+++ Extracted data
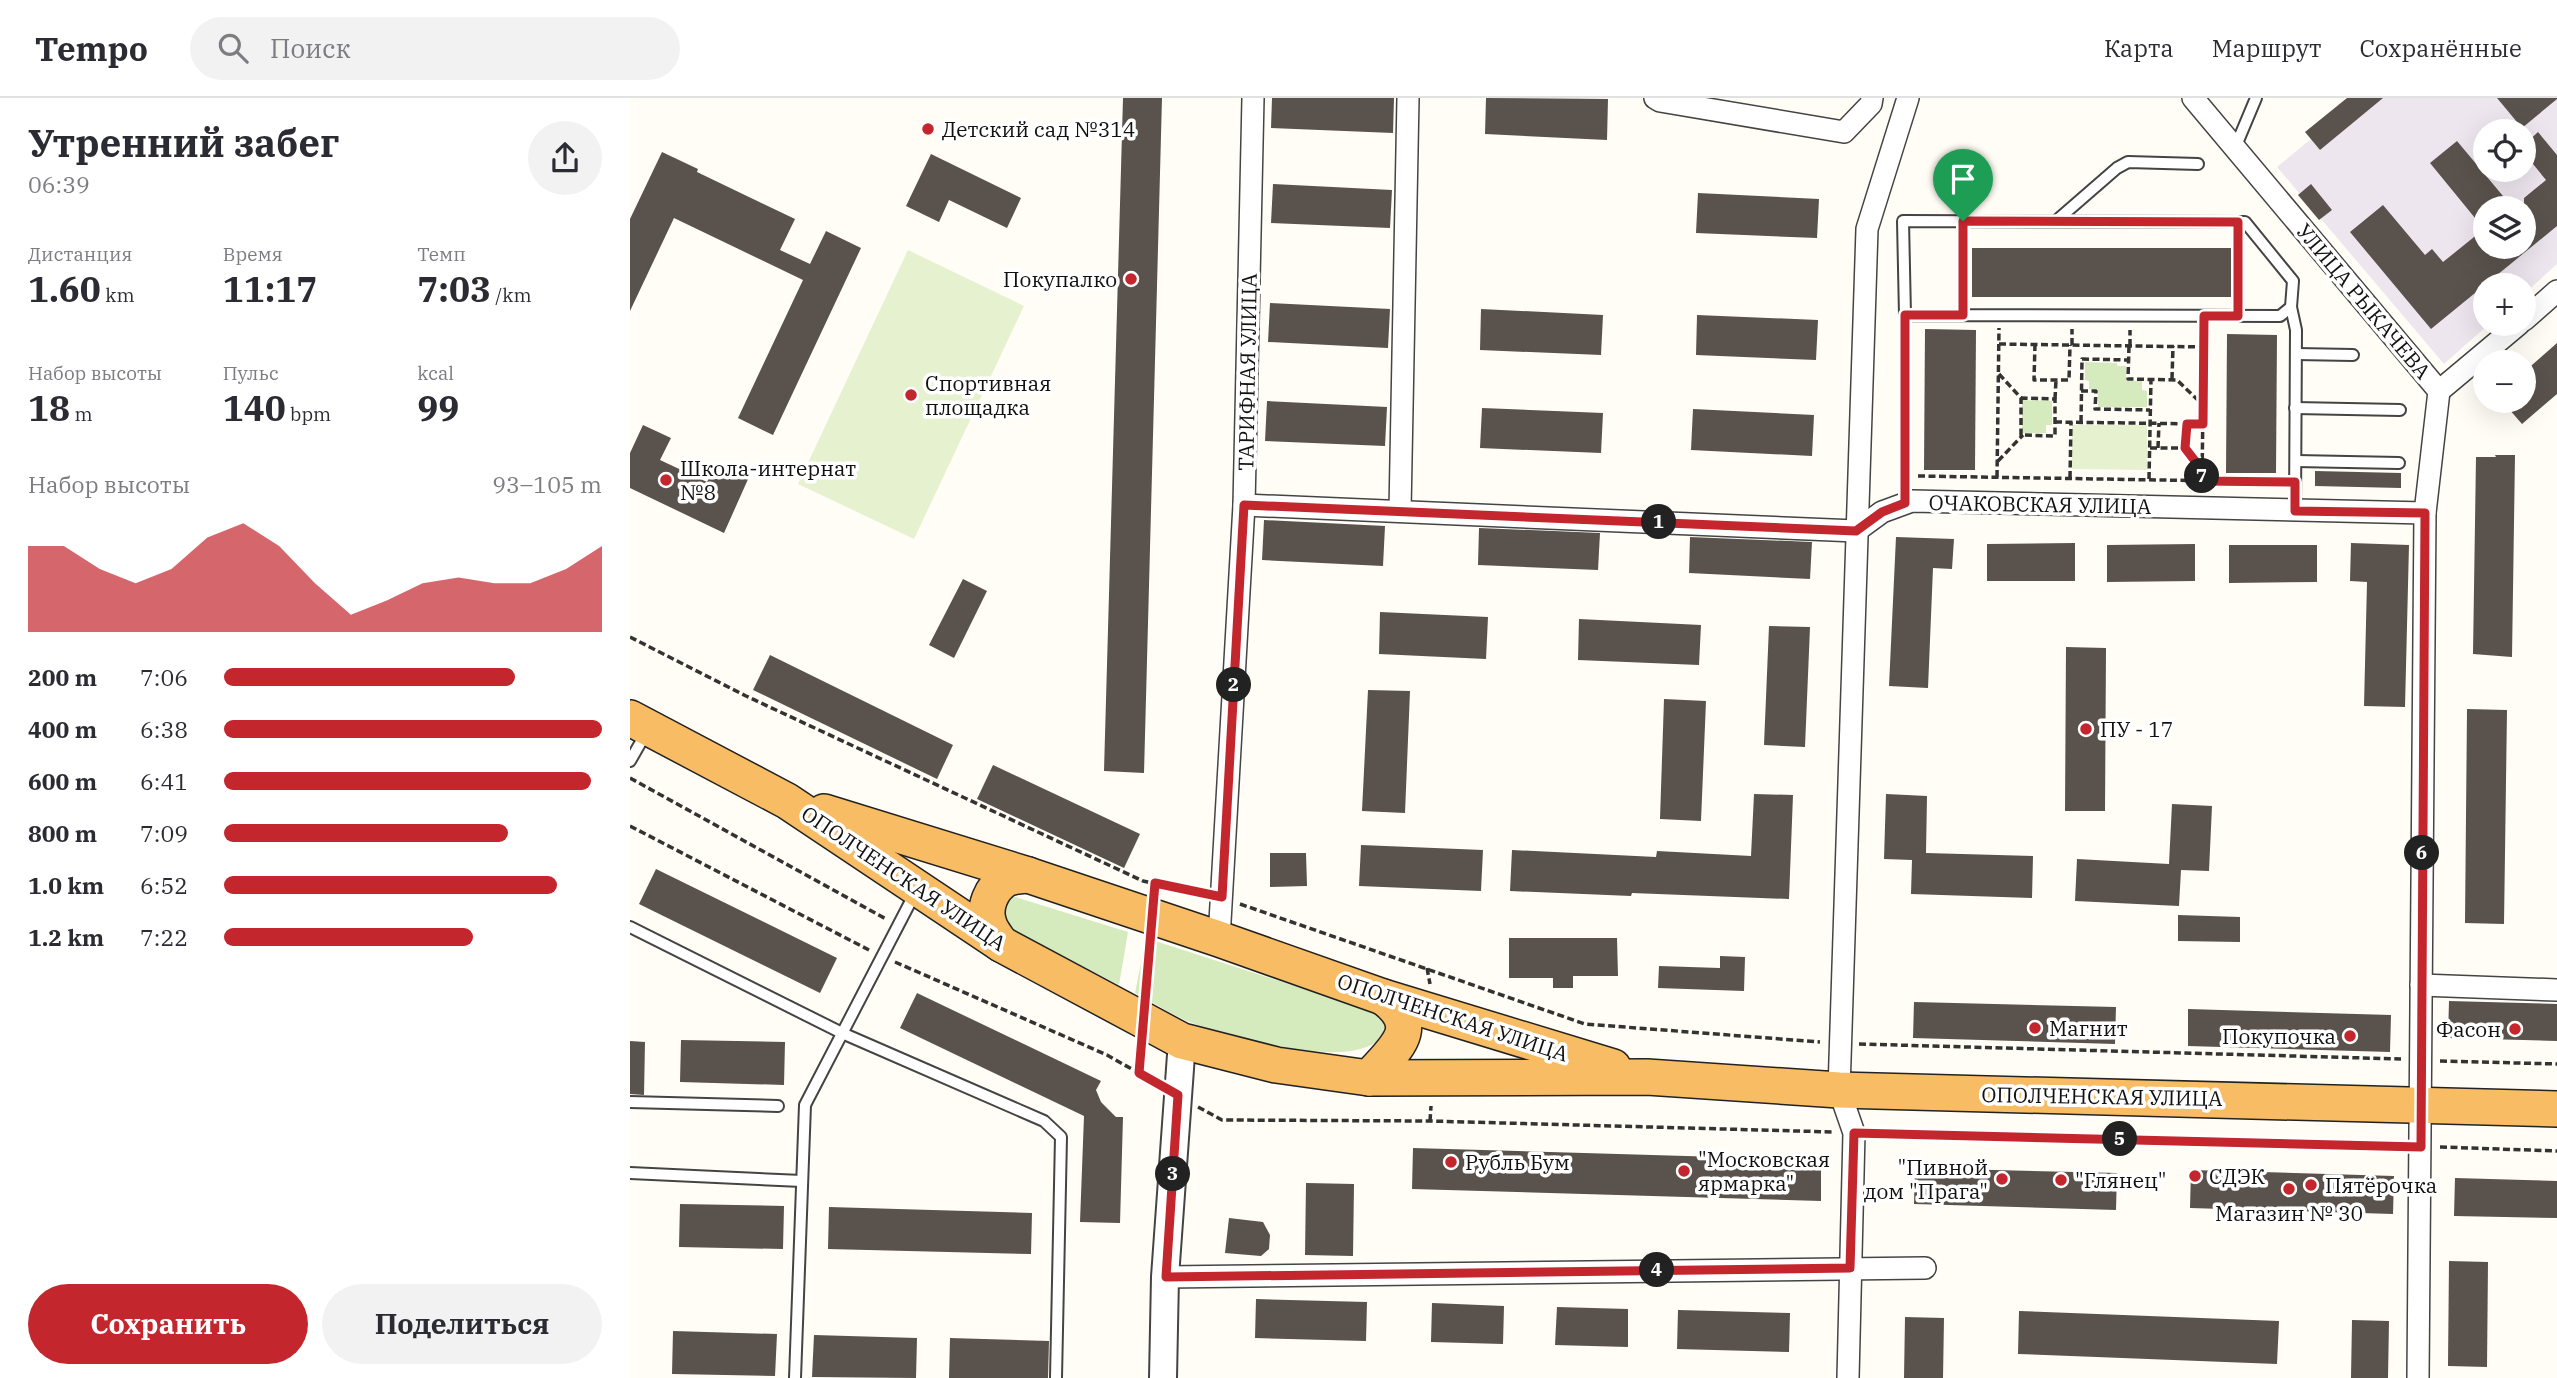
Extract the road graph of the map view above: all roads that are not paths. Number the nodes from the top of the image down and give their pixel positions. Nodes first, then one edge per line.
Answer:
1 (1254, 98) edge
2 (1408, 98) edge
3 (1655, 98) edge
4 (1872, 98) edge
5 (1908, 98) edge
6 (2193, 98) edge
7 (2256, 98) edge
8 (2235, 148) junction
9 (2198, 163) dead end
10 (2056, 221) junction
11 (2557, 291) edge
12 (2291, 307) junction
13 (2536, 309) edge
14 (1905, 315) junction
15 (2505, 336) edge
16 (2296, 354) junction
17 (2353, 355) dead end
18 (2440, 391) junction
19 (2295, 408) junction
20 (2400, 410) dead end
21 (2295, 461) junction
22 (2399, 463) dead end
23 (1905, 503) junction
24 (1244, 505) junction
25 (1400, 511) junction
26 (2295, 511) junction
27 (2425, 513) junction
28 (1856, 531) junction
29 (640, 723) edge
30 (630, 761) edge
31 (787, 801) junction
32 (1028, 875) junction
33 (918, 888) junction
34 (630, 927) edge
35 (1219, 939) junction
36 (1001, 944) junction
37 (2421, 985) junction
38 (2557, 990) edge
39 (1383, 997) junction
40 (842, 1033) junction
41 (1182, 1041) junction
42 (1647, 1077) junction
43 (1369, 1078) junction
44 (1839, 1090) junction
45 (630, 1102) edge
46 (2422, 1104) junction
47 (778, 1106) dead end
48 (2557, 1109) edge
49 (630, 1173) edge
50 (802, 1181) junction
51 (1850, 1268) junction
52 (1925, 1268) dead end
53 (1166, 1277) junction
54 (795, 1378) edge
55 (1056, 1378) edge
56 (1163, 1378) edge
57 (1848, 1378) edge
58 (2418, 1378) edge

1 - 24 street, ТАРИФНАЯ УЛИЦА
2 - 25 street
3 - 4 street
5 - 28 street
6 - 8 street, УЛИЦА РЫКАЧЕВА
7 - 8 lane
8 - 18 street, УЛИЦА РЫКАЧЕВА
9 - 10 lane
10 - 12 lane
10 - 14 lane
11 - 13 street
12 - 14 lane
12 - 16 lane
14 - 23 lane
15 - 18 street
16 - 17 lane
16 - 19 lane
18 - 27 street, УЛИЦА РЫКАЧЕВА
19 - 20 lane
19 - 21 lane
21 - 22 lane
21 - 26 lane
23 - 26 street, ОЧАКОВСКАЯ УЛИЦА
23 - 28 street, ОЧАКОВСКАЯ УЛИЦА
24 - 25 street
24 - 35 street, ТАРИФНАЯ УЛИЦА
25 - 28 street
26 - 27 street, ОЧАКОВСКАЯ УЛИЦА
27 - 37 street, УЛИЦА РЫКАЧЕВА
28 - 44 street
29 - 30 lane
29 - 31 highway
31 - 32 highway, ОПОЛЧЕНСКАЯ УЛИЦА
31 - 33 highway, ОПОЛЧЕНСКАЯ УЛИЦА
32 - 35 highway, ОПОЛЧЕНСКАЯ УЛИЦА
32 - 36 highway
33 - 36 highway, ОПОЛЧЕНСКАЯ УЛИЦА
33 - 40 lane
34 - 40 lane
35 - 39 highway, ОПОЛЧЕНСКАЯ УЛИЦА
36 - 41 highway, ОПОЛЧЕНСКАЯ УЛИЦА
37 - 38 street
37 - 46 street, УЛИЦА РЫКАЧЕВА
39 - 42 highway, ОПОЛЧЕНСКАЯ УЛИЦА
39 - 43 highway
40 - 50 lane
40 - 55 lane
41 - 43 highway, ОПОЛЧЕНСКАЯ УЛИЦА
41 - 53 street
42 - 43 highway, ОПОЛЧЕНСКАЯ УЛИЦА
42 - 44 highway, ОПОЛЧЕНСКАЯ УЛИЦА
44 - 46 highway, ОПОЛЧЕНСКАЯ УЛИЦА
44 - 51 street
45 - 47 lane
46 - 48 highway, ОПОЛЧЕНСКАЯ УЛИЦА
46 - 58 street, УЛИЦА РЫКАЧЕВА
49 - 50 lane
50 - 54 lane
51 - 52 street
51 - 53 street
51 - 57 street
53 - 56 street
++++++
* [What to produce]:
Repeat the records word for word. Any picture in them should be left out.

* [The answer]:
Extract the road graph of the map view above: all roads that are not paths. Number the nodes from the top of the image down and give their pixel positions. Nodes first, then one edge per line.
Answer:
1 (1254, 98) edge
2 (1408, 98) edge
3 (1655, 98) edge
4 (1872, 98) edge
5 (1908, 98) edge
6 (2193, 98) edge
7 (2256, 98) edge
8 (2235, 148) junction
9 (2198, 163) dead end
10 (2056, 221) junction
11 (2557, 291) edge
12 (2291, 307) junction
13 (2536, 309) edge
14 (1905, 315) junction
15 (2505, 336) edge
16 (2296, 354) junction
17 (2353, 355) dead end
18 (2440, 391) junction
19 (2295, 408) junction
20 (2400, 410) dead end
21 (2295, 461) junction
22 (2399, 463) dead end
23 (1905, 503) junction
24 (1244, 505) junction
25 (1400, 511) junction
26 (2295, 511) junction
27 (2425, 513) junction
28 (1856, 531) junction
29 (640, 723) edge
30 (630, 761) edge
31 (787, 801) junction
32 (1028, 875) junction
33 (918, 888) junction
34 (630, 927) edge
35 (1219, 939) junction
36 (1001, 944) junction
37 (2421, 985) junction
38 (2557, 990) edge
39 (1383, 997) junction
40 (842, 1033) junction
41 (1182, 1041) junction
42 (1647, 1077) junction
43 (1369, 1078) junction
44 (1839, 1090) junction
45 (630, 1102) edge
46 (2422, 1104) junction
47 (778, 1106) dead end
48 (2557, 1109) edge
49 (630, 1173) edge
50 (802, 1181) junction
51 (1850, 1268) junction
52 (1925, 1268) dead end
53 (1166, 1277) junction
54 (795, 1378) edge
55 (1056, 1378) edge
56 (1163, 1378) edge
57 (1848, 1378) edge
58 (2418, 1378) edge

1 - 24 street, ТАРИФНАЯ УЛИЦА
2 - 25 street
3 - 4 street
5 - 28 street
6 - 8 street, УЛИЦА РЫКАЧЕВА
7 - 8 lane
8 - 18 street, УЛИЦА РЫКАЧЕВА
9 - 10 lane
10 - 12 lane
10 - 14 lane
11 - 13 street
12 - 14 lane
12 - 16 lane
14 - 23 lane
15 - 18 street
16 - 17 lane
16 - 19 lane
18 - 27 street, УЛИЦА РЫКАЧЕВА
19 - 20 lane
19 - 21 lane
21 - 22 lane
21 - 26 lane
23 - 26 street, ОЧАКОВСКАЯ УЛИЦА
23 - 28 street, ОЧАКОВСКАЯ УЛИЦА
24 - 25 street
24 - 35 street, ТАРИФНАЯ УЛИЦА
25 - 28 street
26 - 27 street, ОЧАКОВСКАЯ УЛИЦА
27 - 37 street, УЛИЦА РЫКАЧЕВА
28 - 44 street
29 - 30 lane
29 - 31 highway
31 - 32 highway, ОПОЛЧЕНСКАЯ УЛИЦА
31 - 33 highway, ОПОЛЧЕНСКАЯ УЛИЦА
32 - 35 highway, ОПОЛЧЕНСКАЯ УЛИЦА
32 - 36 highway
33 - 36 highway, ОПОЛЧЕНСКАЯ УЛИЦА
33 - 40 lane
34 - 40 lane
35 - 39 highway, ОПОЛЧЕНСКАЯ УЛИЦА
36 - 41 highway, ОПОЛЧЕНСКАЯ УЛИЦА
37 - 38 street
37 - 46 street, УЛИЦА РЫКАЧЕВА
39 - 42 highway, ОПОЛЧЕНСКАЯ УЛИЦА
39 - 43 highway
40 - 50 lane
40 - 55 lane
41 - 43 highway, ОПОЛЧЕНСКАЯ УЛИЦА
41 - 53 street
42 - 43 highway, ОПОЛЧЕНСКАЯ УЛИЦА
42 - 44 highway, ОПОЛЧЕНСКАЯ УЛИЦА
44 - 46 highway, ОПОЛЧЕНСКАЯ УЛИЦА
44 - 51 street
45 - 47 lane
46 - 48 highway, ОПОЛЧЕНСКАЯ УЛИЦА
46 - 58 street, УЛИЦА РЫКАЧЕВА
49 - 50 lane
50 - 54 lane
51 - 52 street
51 - 53 street
51 - 57 street
53 - 56 street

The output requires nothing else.